Вселенную, знайте, спасет
Наш варварский русский Восток!
1921 г.
Марина Цветаева
Вот он – гляди – уставший от чужбин,
Вождь без дружин.
Вот – горстью пьет из горной быстрины —
Князь без страны.
Там всё ему: и княжество, и рать,
И хлеб, и мать.
Красно́ твое наследие, – владей,
Друг без друзей!
15 августа 1921
_____________________________________________________________________________________
БРОДСКИЙ
Иосиф Александрович
24 мая 1940г. – 28 января 1996г.
Он родился в городе, где даже дождь казался цитатой из Пушкина. Ленинград, палиндром судьбы: «А Нева вена» читалась как слева направо, так и наоборот, словно кровеносная система великого города. Жизнь юного Иосифа напоминала рукопись с вырванными страницами. Школу он покинул, как герой романа, оставшийся без автора.

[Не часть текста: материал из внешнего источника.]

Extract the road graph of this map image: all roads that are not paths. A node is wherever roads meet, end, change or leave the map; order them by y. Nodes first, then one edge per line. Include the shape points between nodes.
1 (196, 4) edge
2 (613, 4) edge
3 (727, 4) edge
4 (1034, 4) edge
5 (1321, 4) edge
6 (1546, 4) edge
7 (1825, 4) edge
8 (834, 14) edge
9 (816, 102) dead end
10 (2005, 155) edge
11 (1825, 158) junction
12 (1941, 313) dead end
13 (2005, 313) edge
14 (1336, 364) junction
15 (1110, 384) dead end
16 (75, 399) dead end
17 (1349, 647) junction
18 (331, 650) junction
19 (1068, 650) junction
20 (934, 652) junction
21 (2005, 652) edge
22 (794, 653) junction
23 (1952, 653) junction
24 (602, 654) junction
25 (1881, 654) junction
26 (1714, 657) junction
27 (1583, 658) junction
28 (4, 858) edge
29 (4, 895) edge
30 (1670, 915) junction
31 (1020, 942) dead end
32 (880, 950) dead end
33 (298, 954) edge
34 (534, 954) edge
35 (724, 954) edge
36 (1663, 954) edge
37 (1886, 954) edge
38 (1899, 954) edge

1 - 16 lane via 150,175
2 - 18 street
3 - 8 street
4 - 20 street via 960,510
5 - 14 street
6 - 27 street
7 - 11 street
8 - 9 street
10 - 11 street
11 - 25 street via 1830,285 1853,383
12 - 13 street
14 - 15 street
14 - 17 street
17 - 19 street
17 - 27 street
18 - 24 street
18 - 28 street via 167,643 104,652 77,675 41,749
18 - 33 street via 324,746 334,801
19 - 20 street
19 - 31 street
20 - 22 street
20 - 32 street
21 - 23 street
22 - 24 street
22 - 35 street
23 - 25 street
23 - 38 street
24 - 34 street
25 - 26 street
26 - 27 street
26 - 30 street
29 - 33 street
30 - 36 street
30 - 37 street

Работал фрезеровщиком, словно пытаясь выточить из металла собственный поэтический профиль. Заводские станки гудели ямбом, а в кочегарке, куда его забросила судьба подрабатывающим Сизифом, он открыл: “Время дробит каплями сердце, как дождь – асфальт”. Пламя топки лизало стенки котла, как красный карандаш цензора, а уголь рассыпался в пепел – чёрные точки на полях вечности. Котельная стала его алхимической лабораторией: здесь рождались строфы, где дым превращался в метафору, а стук лопаты о плиту – в стихи.

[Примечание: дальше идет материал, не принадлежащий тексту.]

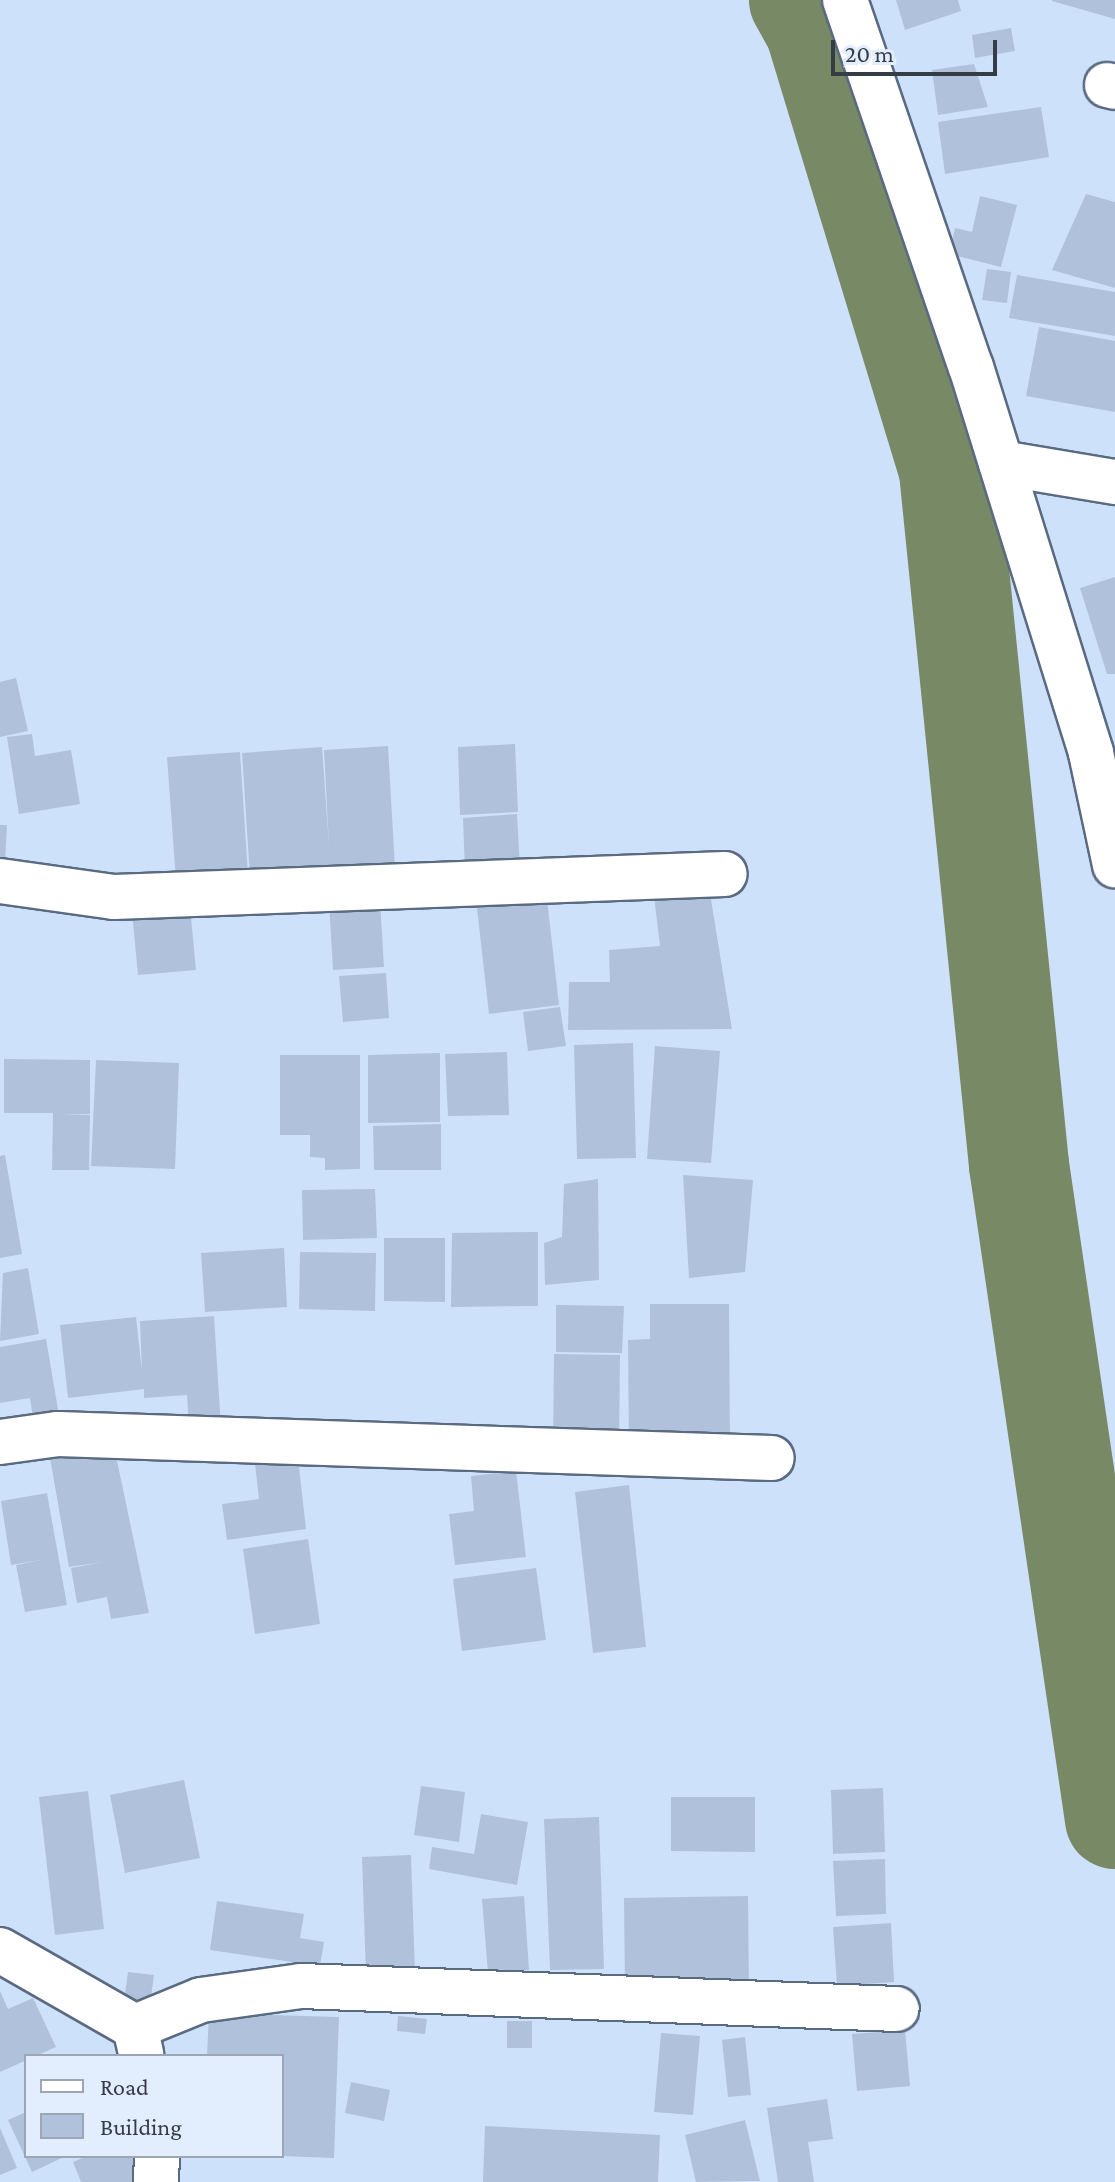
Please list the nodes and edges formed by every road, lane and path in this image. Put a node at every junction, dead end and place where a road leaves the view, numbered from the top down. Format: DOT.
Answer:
graph roads {
  1 [pos="845,0"];
  2 [pos="1001,463"];
  3 [pos="1115,482"];
  4 [pos="1115,865"];
  5 [pos="725,874"];
  6 [pos="0,881"];
  7 [pos="0,1442"];
  8 [pos="772,1458"];
  9 [pos="0,1950"];
  10 [pos="897,2009"];
  11 [pos="138,2042"];
  12 [pos="157,2158"];
  13 [pos="156,2182"];
  1 -- 2 [label="street"];
  2 -- 3 [label="street"];
  2 -- 4 [label="street"];
  5 -- 6 [label="street"];
  7 -- 8 [label="street"];
  9 -- 11 [label="street"];
  10 -- 11 [label="street"];
  12 -- 13 [label="street"];
}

Одной из ценителей таланта молодого поэта становиться Ниоба1 Серебряного века – Анна Ахматова. С её слов «Он настоящий поэт. Я не знаю, как он выживет здесь, но, если выживет – это будет чудо».
13 февраля 1964 проходит судилище над поэтом – тунеядцем.

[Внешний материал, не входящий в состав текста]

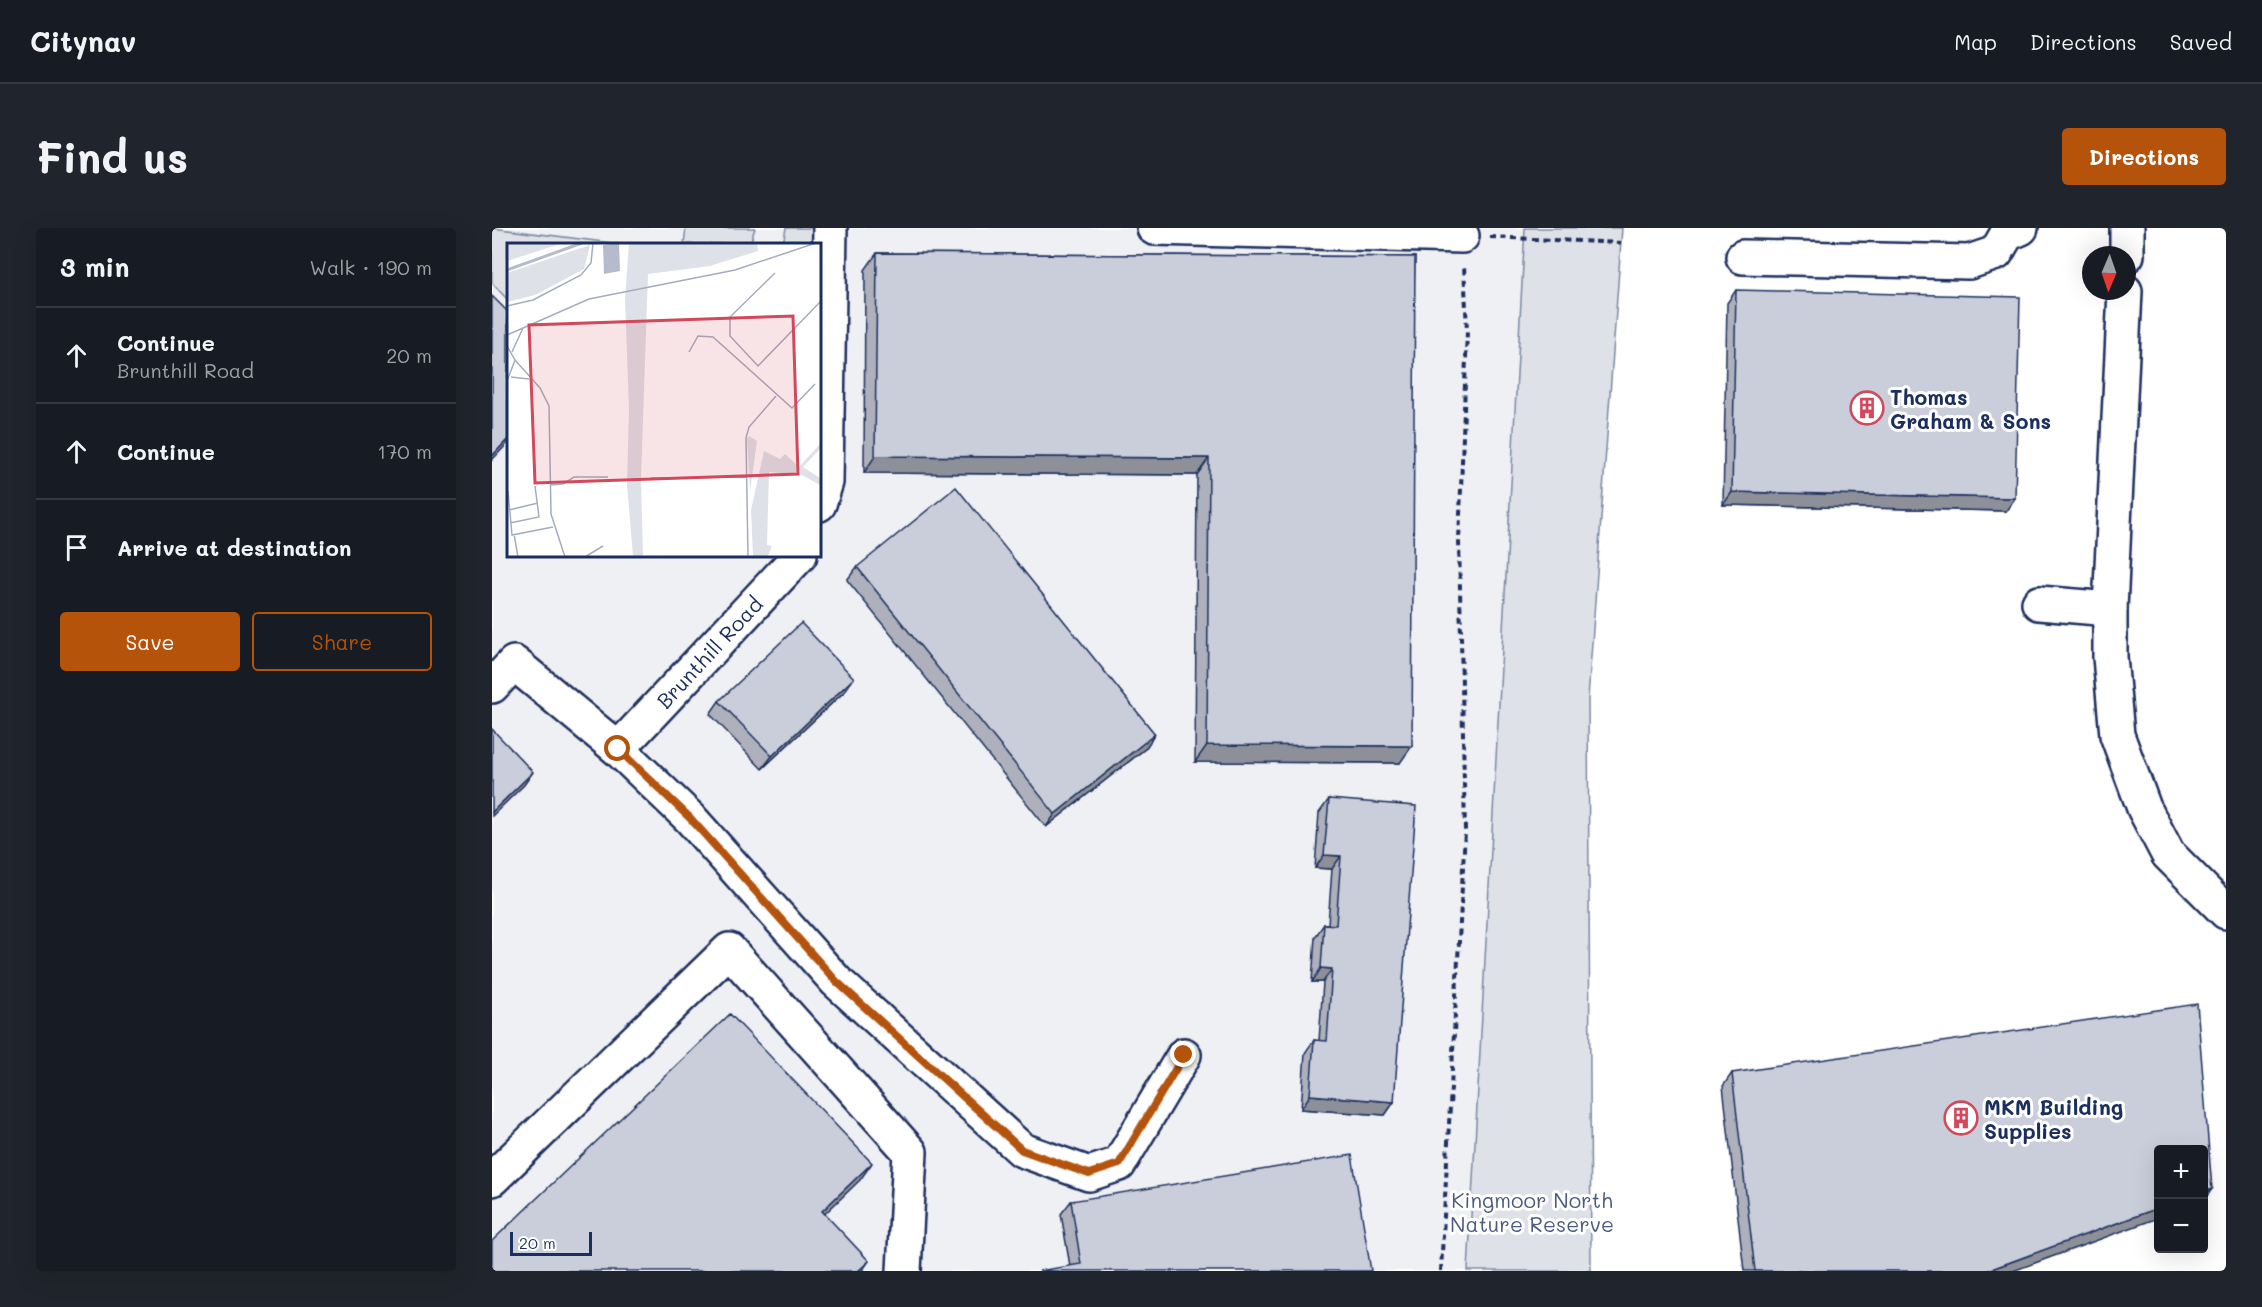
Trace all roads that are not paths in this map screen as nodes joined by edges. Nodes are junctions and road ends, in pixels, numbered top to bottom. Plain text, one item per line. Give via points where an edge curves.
1 (830, 228) edge
2 (1154, 228) edge
3 (2021, 228) edge
4 (2127, 228) edge
5 (1462, 236) road end
6 (2127, 246) edge
7 (1743, 257) dead end
8 (2125, 300) edge
9 (820, 501) edge
10 (799, 556) edge
11 (2039, 603) dead end
12 (2110, 609) junction
13 (503, 675) edge
14 (618, 749) junction
15 (2226, 912) edge
16 (1184, 1055) dead end
17 (492, 1179) edge
18 (904, 1271) edge

1 - 9 street via 826,482
2 - 5 street
3 - 7 street via 2007,234 1996,253 1969,262
4 - 6 street
8 - 12 street
10 - 14 street, Brunthill Road
11 - 12 street
12 - 15 street via 2117,735 2144,808 2168,854
13 - 14 street
14 - 16 street via 690,818 836,981 1022,1150 1089,1174 1119,1164
17 - 18 street via 729,950 910,1152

Зал суда напоминал плохо переведённый водевиль. Судья, дама с лицом конверта для пенсии, вопрошала:
– Кто вас назначил поэтом?
– А кто назначил меня человеком? – парировал подсудимый, чей пиджак висел на нём, как на вешалке.
Мышь, пробежавшая по залу во время речи обвинителя, стала единственным искренним жестом в спектакле. Приговор – пять лет «трудовой шарады» в Коноше. Там, в избушке, где мороз рисовал на стёклах сонеты, он писал: «Жизнь – это комната без дверей и углов.
Ты либо в центре, либо исчезаешь в стене».
Освободили досрочно – видимо, система испугалась, что ссылка превратит его в мученика, а он предпочёл роль «изгнанника-невидимки».
Когда в 1972году, Бродского вызвали в ОВИР, он понял: страна, как плохой редактор, вычёркивает его из текста. В самолёте, уносящем в Вену, он представил, как родители в Ленинграде перечитывают его письма, словно шифры из параллельного мира.